第1章 Alink快速上手

本章包括下面各节:
1.1 Alink是什么
1.2 免费下载、安装
1.3 Alink的功能
1.3.1 丰富的算法库
1.3.2 多样的使用体验
1.3.3 与SparkML的对比
1.4 关于数据和代码
1.5 简单示例
1.5.1 数据的读/写与显示
1.5.2 批式训练和批式预测
1.5.3 流式处理和流式预测
1.5.4 定义Pipeline,简化操作
1.5.5 嵌入预测服务系统

详细内容请阅读纸质书《Alink权威指南:基于Flink的机器学习实例入门(Python)》,这里为本章对应的示例代码。

from pyalink.alink import *
useLocalEnv(1)

from utils import *
import os
import pandas as pd

DATA_DIR = ROOT_DIR + "temp" + os.sep
#c_5_1
source = CsvSourceBatchOp()\
    .setFilePath("http://archive.ics.uci.edu/ml/machine-learning-databases"
                 + "/iris/iris.data")\
    .setSchemaStr("sepal_length double, sepal_width double, petal_length double, "
                  + "petal_width double, category string")

source.firstN(5).print();

source.sampleWithSize(10)\
    .link(
        CsvSinkBatchOp()\
            .setFilePath(DATA_DIR + "iris_10.data")\
            .setOverwriteSink(True)
    )

BatchOperator.execute();
#c_5_2
df = pd.DataFrame(
    [
        [2009, 0.5],
        [2010, 9.36],
        [2011, 52.0],
        [2012, 191.0],
        [2013, 350.0],
        [2014, 571.0],
        [2015, 912.0],
        [2016, 1207.0],
        [2017, 1682.0]
    ]
)  
train_set = BatchOperator.fromDataframe(df, schemaStr='x int, gmv double')

df_2 = pd.DataFrame(
    [
        [2018],
        [2019]
    ]
) 
pred_set = BatchOperator.fromDataframe(df_2, schemaStr='x int')

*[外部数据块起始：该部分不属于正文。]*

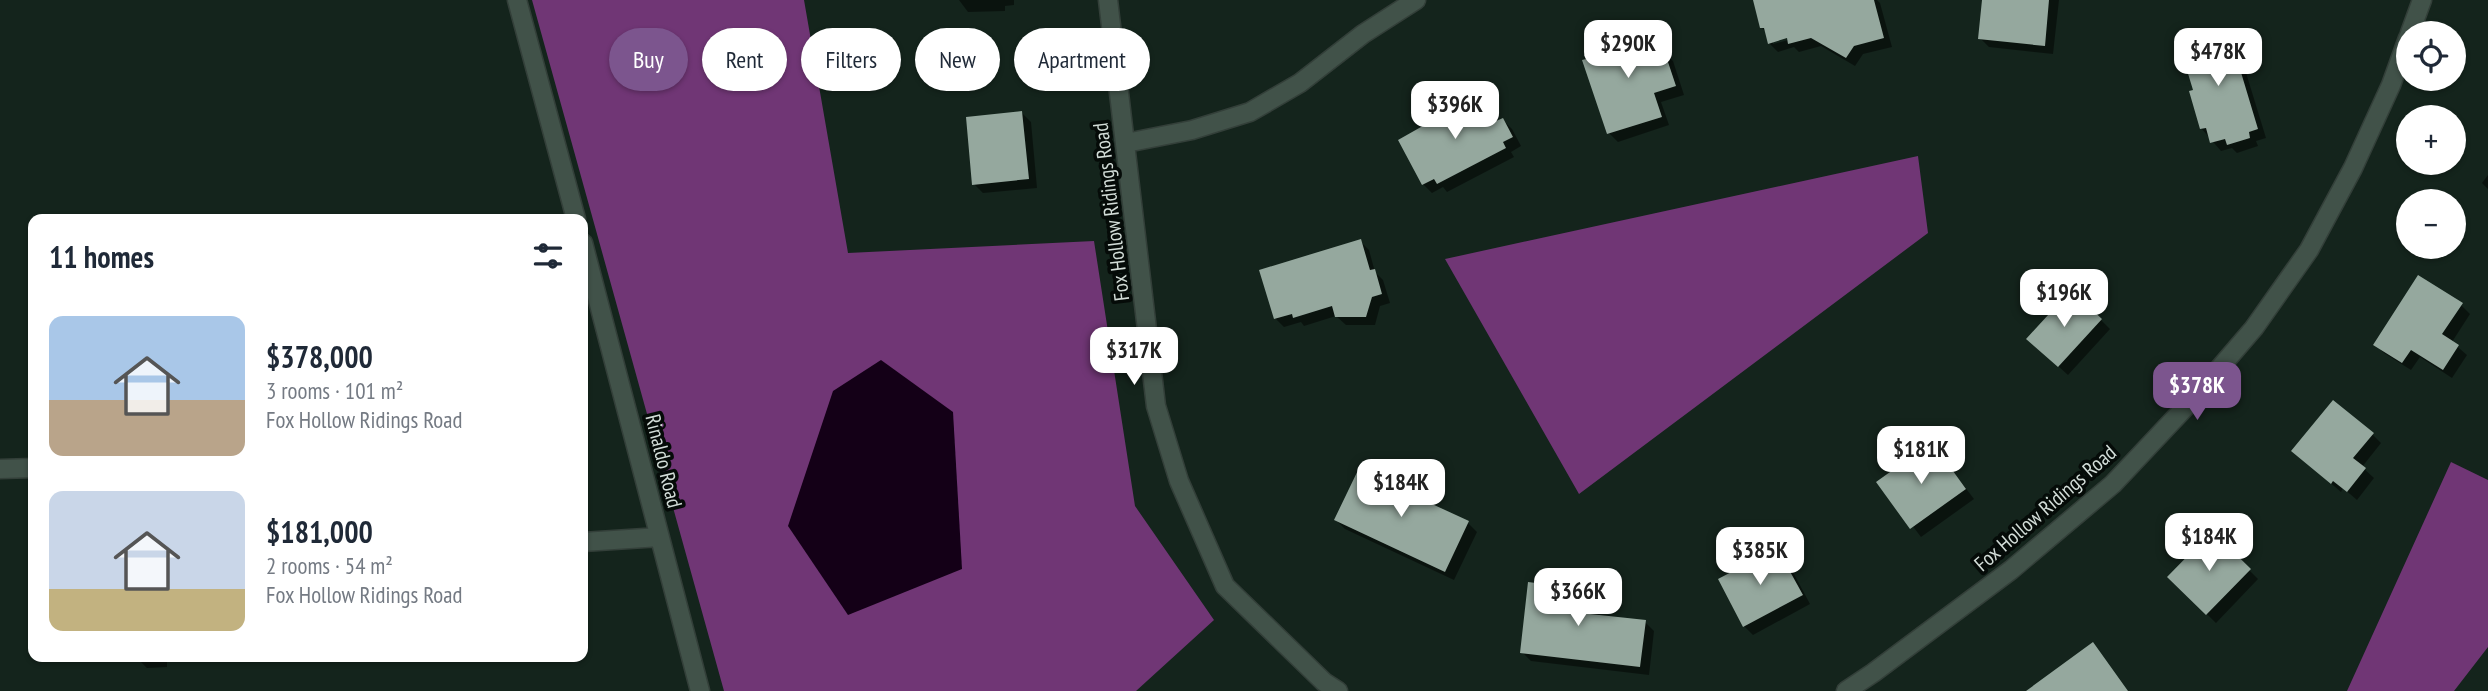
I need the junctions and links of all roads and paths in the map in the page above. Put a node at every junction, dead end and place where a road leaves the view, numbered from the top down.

train_set = train_set.select("x, x*x AS x2, gmv");

trainer = LinearRegTrainBatchOp()\
    .setFeatureCols(["x", "x2"])\
    .setLabelCol("gmv")

train_set.link(trainer);

trainer.link(
    AkSinkBatchOp()\
        .setFilePath(DATA_DIR + "gmv_reg.model")\
        .setOverwriteSink(True)
)
BatchOperator.execute()

lr_model = AkSourceBatchOp().setFilePath(DATA_DIR + "gmv_reg.model")

pred_set = pred_set.select("x, x*x AS x2")

predictor = LinearRegPredictBatchOp().setPredictionCol("pred")

predictor.linkFrom(lr_model, pred_set).print();
#c_5_3
pred_set = StreamOperator.fromDataframe(df_2, schemaStr='x int')

lr_model = AkSourceBatchOp().setFilePath(DATA_DIR + "gmv_reg.model")

predictor = LinearRegPredictStreamOp(lr_model).setPredictionCol("pred")

pred_set\
    .select("x, x*x AS x2")\
    .link(predictor)\
    .print()

StreamOperator.execute()
#c_5_4
if os.path.exists(DATA_DIR + "gmv_pipeline.model"):
    os.remove(DATA_DIR + "gmv_pipeline.model")

train_set = BatchOperator.fromDataframe(df, schemaStr='x int, gmv double')

pipeline = Pipeline()\
    .add(
        Select().setClause("*, x*x AS x2")
    )\
    .add(
        LinearRegression()\
            .setFeatureCols(["x", "x2"])\
            .setLabelCol("gmv")\
            .setPredictionCol("pred")
    )

pipeline.fit(train_set).save(DATA_DIR + "gmv_pipeline.model")

BatchOperator.execute()

pipelineModel = PipelineModel.load(DATA_DIR + "gmv_pipeline.model")

pred_batch = BatchOperator.fromDataframe(df_2, schemaStr='x int')

pipelineModel.transform(pred_batch).print()


pred_stream = StreamOperator.fromDataframe(df_2, schemaStr='x int')

pipelineModel.transform(pred_stream).print()

StreamOperator.execute()
#c_5_5

predictor = LocalPredictor(DATA_DIR + "gmv_pipeline.model", "x int")

print(predictor.getOutputColNames())

for x in [2018, 2019] :
    print(predictor.map([x]))